Après avoir abordé la tristesse, puis la colère, nous voici arrivé à la peur.
Je vois combien j’ai procrastiné pour écrire cet article ! C’est très révélateur de cette émotion que j’ai longtemps préféré refouler. Dès que j’avais une peur qui montait, une vague de mépris l’accompagnait en mode « peuh ! n’importe quoi ! »
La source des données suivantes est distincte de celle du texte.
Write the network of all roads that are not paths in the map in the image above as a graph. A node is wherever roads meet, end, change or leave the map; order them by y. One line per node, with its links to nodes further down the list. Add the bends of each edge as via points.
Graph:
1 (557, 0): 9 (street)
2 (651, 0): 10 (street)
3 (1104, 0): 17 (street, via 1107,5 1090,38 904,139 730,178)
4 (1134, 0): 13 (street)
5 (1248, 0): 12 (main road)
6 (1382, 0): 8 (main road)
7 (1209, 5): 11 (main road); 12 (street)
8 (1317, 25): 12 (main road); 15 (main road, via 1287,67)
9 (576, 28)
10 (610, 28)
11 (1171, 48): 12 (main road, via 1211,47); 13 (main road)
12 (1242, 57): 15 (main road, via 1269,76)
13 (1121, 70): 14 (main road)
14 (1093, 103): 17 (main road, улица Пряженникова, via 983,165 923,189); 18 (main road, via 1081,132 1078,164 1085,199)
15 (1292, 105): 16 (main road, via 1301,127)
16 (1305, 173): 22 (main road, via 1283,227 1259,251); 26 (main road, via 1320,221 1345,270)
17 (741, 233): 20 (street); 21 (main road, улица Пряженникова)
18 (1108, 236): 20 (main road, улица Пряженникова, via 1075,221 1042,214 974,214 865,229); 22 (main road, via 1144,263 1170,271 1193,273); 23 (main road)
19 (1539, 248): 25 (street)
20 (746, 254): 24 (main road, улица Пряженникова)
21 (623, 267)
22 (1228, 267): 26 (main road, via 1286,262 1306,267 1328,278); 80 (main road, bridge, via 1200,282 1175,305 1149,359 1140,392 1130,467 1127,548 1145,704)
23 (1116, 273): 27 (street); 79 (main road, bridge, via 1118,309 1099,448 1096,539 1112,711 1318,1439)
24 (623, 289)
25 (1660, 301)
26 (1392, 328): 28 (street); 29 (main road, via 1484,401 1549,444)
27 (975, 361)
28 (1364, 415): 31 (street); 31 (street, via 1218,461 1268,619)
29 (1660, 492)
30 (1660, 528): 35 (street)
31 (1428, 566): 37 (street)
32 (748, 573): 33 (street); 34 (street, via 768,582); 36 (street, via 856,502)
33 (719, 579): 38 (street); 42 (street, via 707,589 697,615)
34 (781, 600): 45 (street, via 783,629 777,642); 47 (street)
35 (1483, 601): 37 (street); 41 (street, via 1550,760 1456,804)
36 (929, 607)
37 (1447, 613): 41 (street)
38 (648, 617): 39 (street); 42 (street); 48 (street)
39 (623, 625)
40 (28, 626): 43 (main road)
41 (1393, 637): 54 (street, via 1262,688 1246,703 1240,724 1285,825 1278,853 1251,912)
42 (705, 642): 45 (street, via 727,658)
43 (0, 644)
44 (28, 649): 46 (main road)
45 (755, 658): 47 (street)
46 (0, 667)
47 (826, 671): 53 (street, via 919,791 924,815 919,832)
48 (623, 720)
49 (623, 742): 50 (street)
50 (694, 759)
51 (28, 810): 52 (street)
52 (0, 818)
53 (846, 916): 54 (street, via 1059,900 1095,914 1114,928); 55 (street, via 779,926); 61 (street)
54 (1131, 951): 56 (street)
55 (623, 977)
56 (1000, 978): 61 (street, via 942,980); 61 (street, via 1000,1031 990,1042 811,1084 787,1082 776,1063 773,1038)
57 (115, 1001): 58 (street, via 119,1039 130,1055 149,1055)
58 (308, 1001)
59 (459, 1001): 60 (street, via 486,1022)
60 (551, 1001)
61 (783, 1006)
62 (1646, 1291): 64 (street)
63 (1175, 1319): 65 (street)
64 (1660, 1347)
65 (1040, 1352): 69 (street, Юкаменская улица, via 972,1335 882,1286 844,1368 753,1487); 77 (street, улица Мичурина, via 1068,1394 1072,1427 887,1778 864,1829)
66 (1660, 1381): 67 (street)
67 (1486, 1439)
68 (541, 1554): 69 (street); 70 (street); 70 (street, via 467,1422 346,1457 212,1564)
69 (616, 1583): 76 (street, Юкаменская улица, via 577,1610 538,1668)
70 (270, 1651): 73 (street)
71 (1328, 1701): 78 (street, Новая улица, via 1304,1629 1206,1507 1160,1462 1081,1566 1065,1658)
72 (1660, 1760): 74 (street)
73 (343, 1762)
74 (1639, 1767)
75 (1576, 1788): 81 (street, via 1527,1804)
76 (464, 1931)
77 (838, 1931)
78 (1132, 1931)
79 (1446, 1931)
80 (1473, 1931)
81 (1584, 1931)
Je ne traversais pas mes peurs puisque je ne leur donnait pas de crédit. Le soucis c’est que non seulement ça ne me rendais pas plus courageuse (parce que du coup j’adoptais très souvent la méthode de la fuite pour ne rien ressentir), mais en plus ça me coupait d’une partie de moi. D’un signal de mon corps qui m’exprimait quelque chose. Et comme on le dit souvent : là où il y a de la peur, il y a un désir caché.
La peur c’est le plus grand indice pour accéder à mes désirs, à mon élan vital. Si j’ai peur, cela veut dire que ça compte pour moi, sinon je serais indifférente. Quand tu ressens une vague de peur, tu peux te poser cette question : « Qu’est-ce qui compte pour moi ? » Et une fois que tu as identifié ce que c’est, tu peux te dire en pensée, en imaginant que les mots se posent sur ton cœur : « ceci », compte pour moi ».
Peut être qu’il est temps de se réconcilier avec cette émotion. Lorsqu’on a beaucoup de peurs, c’est peut être que l’on s’est désaligné de ses désirs et que l’on vit loin de soi. Mon astuce : noter mes peurs sur un papier pour me retrouver.